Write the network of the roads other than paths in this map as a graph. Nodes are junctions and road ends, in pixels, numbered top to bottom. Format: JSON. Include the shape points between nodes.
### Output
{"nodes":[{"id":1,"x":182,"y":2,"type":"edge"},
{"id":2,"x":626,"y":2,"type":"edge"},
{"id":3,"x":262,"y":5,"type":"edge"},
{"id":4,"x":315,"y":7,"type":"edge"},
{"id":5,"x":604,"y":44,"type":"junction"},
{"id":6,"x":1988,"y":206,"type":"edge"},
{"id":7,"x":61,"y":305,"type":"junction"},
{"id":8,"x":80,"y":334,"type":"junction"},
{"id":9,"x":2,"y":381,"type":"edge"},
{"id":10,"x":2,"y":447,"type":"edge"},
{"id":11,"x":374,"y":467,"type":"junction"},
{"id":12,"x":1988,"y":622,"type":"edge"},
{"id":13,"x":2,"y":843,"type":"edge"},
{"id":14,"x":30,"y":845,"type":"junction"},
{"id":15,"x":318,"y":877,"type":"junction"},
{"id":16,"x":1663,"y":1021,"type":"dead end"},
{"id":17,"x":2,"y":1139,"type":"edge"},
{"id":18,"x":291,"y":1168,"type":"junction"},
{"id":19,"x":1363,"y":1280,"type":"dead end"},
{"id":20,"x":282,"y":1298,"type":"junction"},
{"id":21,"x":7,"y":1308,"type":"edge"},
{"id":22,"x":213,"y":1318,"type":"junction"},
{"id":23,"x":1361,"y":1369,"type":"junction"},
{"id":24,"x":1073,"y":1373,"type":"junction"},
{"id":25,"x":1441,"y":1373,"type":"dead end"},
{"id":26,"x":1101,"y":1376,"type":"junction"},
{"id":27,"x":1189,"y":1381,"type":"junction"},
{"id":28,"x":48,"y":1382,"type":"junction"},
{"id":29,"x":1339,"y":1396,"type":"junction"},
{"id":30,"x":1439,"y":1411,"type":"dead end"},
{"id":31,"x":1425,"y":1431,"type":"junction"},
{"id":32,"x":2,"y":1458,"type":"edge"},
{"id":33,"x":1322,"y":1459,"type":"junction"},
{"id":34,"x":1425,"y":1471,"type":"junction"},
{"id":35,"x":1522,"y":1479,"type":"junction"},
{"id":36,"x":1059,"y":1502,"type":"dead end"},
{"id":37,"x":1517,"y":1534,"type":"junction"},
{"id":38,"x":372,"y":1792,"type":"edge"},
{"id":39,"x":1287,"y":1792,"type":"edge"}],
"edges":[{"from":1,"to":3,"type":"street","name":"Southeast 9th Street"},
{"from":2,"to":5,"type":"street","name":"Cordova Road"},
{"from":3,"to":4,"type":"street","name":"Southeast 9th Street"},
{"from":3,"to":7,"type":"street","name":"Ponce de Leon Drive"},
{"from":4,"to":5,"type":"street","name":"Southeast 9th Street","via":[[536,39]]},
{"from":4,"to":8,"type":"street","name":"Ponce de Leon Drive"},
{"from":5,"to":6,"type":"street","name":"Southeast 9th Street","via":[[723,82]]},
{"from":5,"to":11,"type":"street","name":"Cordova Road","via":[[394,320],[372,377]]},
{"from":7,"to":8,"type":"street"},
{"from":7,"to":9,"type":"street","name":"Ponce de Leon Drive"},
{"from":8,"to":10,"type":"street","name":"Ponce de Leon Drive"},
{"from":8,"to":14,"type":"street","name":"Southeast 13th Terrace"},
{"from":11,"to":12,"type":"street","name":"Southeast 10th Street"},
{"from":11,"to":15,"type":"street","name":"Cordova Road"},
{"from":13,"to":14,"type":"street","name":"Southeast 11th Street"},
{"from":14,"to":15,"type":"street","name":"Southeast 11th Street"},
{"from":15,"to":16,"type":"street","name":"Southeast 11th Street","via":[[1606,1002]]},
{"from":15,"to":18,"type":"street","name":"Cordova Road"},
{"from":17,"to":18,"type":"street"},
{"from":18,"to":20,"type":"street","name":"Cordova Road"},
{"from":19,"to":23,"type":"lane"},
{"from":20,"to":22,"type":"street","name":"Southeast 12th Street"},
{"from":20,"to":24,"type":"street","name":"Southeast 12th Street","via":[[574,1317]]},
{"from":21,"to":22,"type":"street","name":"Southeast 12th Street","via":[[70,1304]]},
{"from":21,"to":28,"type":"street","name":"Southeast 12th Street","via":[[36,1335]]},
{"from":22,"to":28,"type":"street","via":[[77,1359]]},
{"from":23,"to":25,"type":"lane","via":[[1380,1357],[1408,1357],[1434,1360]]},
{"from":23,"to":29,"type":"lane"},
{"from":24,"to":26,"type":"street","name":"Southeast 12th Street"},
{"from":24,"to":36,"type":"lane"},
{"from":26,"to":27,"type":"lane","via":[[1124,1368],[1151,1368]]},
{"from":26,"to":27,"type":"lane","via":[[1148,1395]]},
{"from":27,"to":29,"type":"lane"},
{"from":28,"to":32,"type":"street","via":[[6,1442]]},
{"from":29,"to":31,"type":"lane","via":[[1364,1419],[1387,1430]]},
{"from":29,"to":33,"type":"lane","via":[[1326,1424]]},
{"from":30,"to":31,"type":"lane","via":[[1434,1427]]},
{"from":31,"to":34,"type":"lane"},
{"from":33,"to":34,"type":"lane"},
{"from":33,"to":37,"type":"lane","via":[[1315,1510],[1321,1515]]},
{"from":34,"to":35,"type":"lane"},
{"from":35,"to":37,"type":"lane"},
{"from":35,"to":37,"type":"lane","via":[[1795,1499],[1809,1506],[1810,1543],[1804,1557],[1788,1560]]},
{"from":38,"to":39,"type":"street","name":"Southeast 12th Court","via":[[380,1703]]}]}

**WORK ORDER:**
Determine the number of lines in the data above that contain the word "Ponce", and provide only that figure.

**SOLVED EXERCISE:**
4